2) Performance optimisation on high-volume queries

  • Profiled slow endpoints using Laravel debug tools and database logs.
  • Simplified and restructured complex Eloquent queries hitting large tables (~7M rows).
  • Worked with the database team to introduce targeted indexes and remove unused ones.

3) Safer feature releases

  • Scoped larger feature requests into smaller, deployable increments.
  • Collaborated with QA to create realistic test data sets that matched production patterns.
The emphasis was on calm, predictable change: resolving the most painful incidents first, then gradually tightening performance and release practices without disruptive rewrites.
Outcomes

Impact & Outcomes

Over time, these improvements contributed to a more stable and predictable platform. While precise figures are confidential, the overall impact can be summarised as:

  • Reduction in user-facing errors during peak periods.
  • Faster response times on frequently used search and reporting screens.
  • Fewer emergency fixes required during or immediately after deployments.
  • Increased confidence from stakeholders in the platform's ability to support ongoing revenue collection.

The engineering team also benefited from clearer code paths, improved logging, and a more structured approach to releasing changes in a sensitive production environment.

Bar chart showing illustrative relative reduction in user-facing error rate before and after improvements.
Illustrative reduction in user-facing errors after stabilisation work.

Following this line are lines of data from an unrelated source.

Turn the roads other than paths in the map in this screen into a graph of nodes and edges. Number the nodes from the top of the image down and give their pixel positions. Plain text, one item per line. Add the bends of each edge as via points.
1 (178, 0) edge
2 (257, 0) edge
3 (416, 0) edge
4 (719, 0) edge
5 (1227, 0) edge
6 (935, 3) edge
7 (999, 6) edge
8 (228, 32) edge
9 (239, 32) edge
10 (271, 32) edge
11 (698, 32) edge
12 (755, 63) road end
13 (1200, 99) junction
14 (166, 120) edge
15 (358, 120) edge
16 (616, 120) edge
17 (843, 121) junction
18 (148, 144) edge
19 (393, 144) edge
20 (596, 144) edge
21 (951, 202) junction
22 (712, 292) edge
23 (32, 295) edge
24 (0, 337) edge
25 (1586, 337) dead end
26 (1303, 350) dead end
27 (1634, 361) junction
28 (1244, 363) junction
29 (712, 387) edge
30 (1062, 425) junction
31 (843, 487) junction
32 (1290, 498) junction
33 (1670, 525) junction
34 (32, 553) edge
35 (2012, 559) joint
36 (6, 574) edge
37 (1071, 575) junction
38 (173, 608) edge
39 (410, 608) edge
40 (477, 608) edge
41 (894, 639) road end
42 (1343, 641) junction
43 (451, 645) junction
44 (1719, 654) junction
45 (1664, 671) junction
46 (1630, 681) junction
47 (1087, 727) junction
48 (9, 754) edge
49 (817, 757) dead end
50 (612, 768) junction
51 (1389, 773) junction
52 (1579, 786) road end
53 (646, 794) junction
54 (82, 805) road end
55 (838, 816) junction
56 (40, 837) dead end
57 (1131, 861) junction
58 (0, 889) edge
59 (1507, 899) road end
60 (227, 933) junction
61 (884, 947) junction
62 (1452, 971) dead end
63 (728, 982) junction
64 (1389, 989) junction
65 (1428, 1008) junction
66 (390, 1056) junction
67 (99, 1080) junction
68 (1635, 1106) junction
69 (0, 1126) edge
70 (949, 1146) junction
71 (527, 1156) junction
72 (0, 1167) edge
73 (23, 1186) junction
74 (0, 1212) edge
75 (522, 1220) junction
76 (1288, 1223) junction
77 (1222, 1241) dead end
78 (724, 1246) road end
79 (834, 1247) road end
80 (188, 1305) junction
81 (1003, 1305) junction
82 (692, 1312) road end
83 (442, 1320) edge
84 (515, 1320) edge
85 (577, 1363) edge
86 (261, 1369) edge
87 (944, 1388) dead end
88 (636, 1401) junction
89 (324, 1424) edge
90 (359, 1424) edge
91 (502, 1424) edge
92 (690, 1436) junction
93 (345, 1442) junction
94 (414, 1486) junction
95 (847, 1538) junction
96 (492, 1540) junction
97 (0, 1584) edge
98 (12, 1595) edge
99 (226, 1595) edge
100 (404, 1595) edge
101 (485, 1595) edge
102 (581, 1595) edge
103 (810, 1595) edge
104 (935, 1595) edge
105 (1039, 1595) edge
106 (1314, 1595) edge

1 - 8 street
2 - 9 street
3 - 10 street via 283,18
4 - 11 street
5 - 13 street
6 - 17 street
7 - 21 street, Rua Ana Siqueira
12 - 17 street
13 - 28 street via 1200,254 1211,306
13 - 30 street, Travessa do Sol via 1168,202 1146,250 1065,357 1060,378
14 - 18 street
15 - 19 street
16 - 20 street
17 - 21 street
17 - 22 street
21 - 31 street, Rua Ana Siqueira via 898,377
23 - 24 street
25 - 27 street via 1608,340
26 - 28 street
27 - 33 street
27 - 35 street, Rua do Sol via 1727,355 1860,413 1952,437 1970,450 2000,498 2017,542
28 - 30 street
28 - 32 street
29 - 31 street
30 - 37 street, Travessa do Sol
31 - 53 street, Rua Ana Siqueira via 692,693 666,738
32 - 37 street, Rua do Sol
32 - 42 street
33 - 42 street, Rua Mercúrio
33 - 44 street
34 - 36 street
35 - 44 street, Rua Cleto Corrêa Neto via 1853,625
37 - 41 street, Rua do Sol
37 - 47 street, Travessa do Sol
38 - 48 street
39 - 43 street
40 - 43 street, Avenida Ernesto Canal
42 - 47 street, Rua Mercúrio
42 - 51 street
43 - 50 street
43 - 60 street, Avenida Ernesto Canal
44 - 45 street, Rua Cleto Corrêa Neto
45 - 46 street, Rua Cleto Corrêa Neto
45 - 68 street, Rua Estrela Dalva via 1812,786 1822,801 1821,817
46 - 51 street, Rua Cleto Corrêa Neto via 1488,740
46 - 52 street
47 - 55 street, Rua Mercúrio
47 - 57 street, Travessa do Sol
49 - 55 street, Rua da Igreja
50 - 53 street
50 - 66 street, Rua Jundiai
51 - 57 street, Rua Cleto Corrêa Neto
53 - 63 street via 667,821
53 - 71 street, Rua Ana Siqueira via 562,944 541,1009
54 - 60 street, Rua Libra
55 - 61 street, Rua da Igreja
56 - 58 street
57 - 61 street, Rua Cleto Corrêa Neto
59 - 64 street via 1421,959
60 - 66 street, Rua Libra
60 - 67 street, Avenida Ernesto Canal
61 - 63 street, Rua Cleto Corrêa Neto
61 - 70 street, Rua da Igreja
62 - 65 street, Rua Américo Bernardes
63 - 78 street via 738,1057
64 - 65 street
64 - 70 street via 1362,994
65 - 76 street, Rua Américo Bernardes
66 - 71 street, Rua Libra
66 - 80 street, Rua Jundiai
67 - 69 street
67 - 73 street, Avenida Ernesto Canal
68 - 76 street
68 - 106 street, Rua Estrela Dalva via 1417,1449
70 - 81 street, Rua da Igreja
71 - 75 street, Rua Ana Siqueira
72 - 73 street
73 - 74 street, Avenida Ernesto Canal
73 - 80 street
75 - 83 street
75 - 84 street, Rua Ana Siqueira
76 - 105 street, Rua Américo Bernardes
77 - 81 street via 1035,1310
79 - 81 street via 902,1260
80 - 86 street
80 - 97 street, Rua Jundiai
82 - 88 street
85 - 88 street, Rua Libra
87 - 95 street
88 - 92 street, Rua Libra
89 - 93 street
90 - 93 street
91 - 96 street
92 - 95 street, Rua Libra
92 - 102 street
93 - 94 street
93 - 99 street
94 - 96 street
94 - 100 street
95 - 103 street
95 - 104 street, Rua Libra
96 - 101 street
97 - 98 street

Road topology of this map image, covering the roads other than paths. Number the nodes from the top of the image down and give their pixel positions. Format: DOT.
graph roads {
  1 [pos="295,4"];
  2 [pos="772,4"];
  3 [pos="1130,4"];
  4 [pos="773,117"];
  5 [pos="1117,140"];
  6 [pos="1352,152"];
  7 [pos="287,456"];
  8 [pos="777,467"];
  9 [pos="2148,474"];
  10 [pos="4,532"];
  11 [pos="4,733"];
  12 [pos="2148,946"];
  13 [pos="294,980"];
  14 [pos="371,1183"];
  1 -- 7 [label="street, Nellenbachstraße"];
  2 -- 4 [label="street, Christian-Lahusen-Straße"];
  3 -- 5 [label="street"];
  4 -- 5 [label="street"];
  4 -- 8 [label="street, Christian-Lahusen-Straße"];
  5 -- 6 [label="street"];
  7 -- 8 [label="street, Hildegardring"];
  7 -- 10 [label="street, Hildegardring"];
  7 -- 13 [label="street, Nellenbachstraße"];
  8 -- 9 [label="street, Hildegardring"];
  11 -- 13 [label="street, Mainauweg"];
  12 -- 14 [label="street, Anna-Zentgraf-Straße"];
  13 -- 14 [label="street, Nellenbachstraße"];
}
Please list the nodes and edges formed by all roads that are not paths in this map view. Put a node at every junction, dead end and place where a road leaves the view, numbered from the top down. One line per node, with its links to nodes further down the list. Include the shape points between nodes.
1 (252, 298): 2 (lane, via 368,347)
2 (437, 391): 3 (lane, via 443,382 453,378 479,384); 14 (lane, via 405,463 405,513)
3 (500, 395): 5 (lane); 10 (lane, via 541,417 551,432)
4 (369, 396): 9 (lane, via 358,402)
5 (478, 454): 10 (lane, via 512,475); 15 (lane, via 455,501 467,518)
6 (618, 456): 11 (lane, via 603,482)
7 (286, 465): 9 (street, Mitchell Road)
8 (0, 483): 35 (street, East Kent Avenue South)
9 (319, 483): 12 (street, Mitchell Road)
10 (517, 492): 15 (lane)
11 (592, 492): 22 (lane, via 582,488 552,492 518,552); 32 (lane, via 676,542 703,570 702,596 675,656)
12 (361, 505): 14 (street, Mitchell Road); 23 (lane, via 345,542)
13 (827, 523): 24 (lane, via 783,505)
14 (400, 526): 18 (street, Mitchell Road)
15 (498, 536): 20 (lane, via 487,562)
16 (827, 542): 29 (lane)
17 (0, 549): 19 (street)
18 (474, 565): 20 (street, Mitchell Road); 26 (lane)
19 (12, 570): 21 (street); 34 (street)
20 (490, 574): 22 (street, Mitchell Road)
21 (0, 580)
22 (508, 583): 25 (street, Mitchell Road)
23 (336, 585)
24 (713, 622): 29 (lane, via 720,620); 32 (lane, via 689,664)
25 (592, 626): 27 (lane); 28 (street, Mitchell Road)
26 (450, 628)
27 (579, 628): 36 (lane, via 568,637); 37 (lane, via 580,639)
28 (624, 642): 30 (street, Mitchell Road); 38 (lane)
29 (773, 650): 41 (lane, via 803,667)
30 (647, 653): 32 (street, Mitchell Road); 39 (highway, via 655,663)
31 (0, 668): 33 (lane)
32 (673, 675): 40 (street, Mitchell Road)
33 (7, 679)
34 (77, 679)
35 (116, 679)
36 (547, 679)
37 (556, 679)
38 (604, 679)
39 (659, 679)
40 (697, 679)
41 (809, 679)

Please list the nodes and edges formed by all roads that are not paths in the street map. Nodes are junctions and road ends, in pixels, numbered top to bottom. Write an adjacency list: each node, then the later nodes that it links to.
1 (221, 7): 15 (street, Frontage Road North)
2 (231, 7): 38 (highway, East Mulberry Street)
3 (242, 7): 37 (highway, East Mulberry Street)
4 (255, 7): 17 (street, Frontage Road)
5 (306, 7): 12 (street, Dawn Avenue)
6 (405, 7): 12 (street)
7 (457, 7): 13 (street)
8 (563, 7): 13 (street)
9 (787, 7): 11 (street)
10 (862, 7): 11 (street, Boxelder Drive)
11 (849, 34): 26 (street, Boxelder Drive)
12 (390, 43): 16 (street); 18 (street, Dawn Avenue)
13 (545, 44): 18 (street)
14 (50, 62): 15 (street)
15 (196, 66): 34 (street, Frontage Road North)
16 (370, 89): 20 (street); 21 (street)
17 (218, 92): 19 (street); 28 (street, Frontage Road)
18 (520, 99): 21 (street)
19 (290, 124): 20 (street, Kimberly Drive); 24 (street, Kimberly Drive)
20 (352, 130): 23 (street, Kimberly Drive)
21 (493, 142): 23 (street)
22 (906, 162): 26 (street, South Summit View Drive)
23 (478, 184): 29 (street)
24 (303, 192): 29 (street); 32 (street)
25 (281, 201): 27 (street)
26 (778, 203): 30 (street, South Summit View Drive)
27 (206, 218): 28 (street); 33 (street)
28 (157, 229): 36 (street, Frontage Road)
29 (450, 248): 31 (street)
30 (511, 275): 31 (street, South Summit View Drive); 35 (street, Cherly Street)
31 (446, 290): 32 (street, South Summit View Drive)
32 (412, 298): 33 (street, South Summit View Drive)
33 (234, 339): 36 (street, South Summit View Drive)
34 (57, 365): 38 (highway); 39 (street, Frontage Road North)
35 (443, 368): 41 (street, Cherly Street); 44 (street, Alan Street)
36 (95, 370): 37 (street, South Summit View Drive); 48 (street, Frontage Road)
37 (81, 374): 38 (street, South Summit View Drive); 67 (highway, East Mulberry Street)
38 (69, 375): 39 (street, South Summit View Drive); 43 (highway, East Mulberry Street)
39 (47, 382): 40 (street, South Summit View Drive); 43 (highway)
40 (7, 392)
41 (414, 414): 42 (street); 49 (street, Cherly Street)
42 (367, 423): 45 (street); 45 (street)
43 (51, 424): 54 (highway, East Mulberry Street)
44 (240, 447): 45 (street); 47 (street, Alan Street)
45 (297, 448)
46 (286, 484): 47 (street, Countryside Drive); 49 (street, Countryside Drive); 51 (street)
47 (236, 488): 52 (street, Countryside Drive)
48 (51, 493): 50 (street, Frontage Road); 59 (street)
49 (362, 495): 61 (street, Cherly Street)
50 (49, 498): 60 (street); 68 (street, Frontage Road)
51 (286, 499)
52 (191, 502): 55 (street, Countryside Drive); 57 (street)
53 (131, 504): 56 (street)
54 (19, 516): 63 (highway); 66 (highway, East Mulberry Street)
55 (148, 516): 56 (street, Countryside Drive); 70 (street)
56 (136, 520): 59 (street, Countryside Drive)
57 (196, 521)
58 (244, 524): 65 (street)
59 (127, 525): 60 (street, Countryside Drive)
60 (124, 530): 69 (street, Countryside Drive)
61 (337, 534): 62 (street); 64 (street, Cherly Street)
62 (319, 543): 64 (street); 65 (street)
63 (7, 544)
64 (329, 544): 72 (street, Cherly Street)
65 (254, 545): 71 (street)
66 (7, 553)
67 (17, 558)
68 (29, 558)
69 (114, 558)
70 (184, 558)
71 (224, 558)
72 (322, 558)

Values use partial/representative data only.
Line chart showing illustrative increase in confident deployments per month.
Illustrative increase in confident, low-stress deployments over time as reliability and release processes improved.

Charts intentionally avoid exposing full confidential production data; they highlight directional impact using partial datasets.

Reflection

Key Learnings

  • In government and other high-stakes domains, reliability improvements and well-executed bug fixes can be more valuable than flashy new features.
  • Incremental refactoring, combined with better observability, can materially improve stability without requiring a full rewrite.
  • Close collaboration with non-technical stakeholders (operations staff, government officials) helps ensure that engineering work aligns with real-world pain points and policy constraints.
  • Investing in safer deployment practices (smaller changes, validation, better rollback paths) pays for itself by reducing incidents and preserving trust.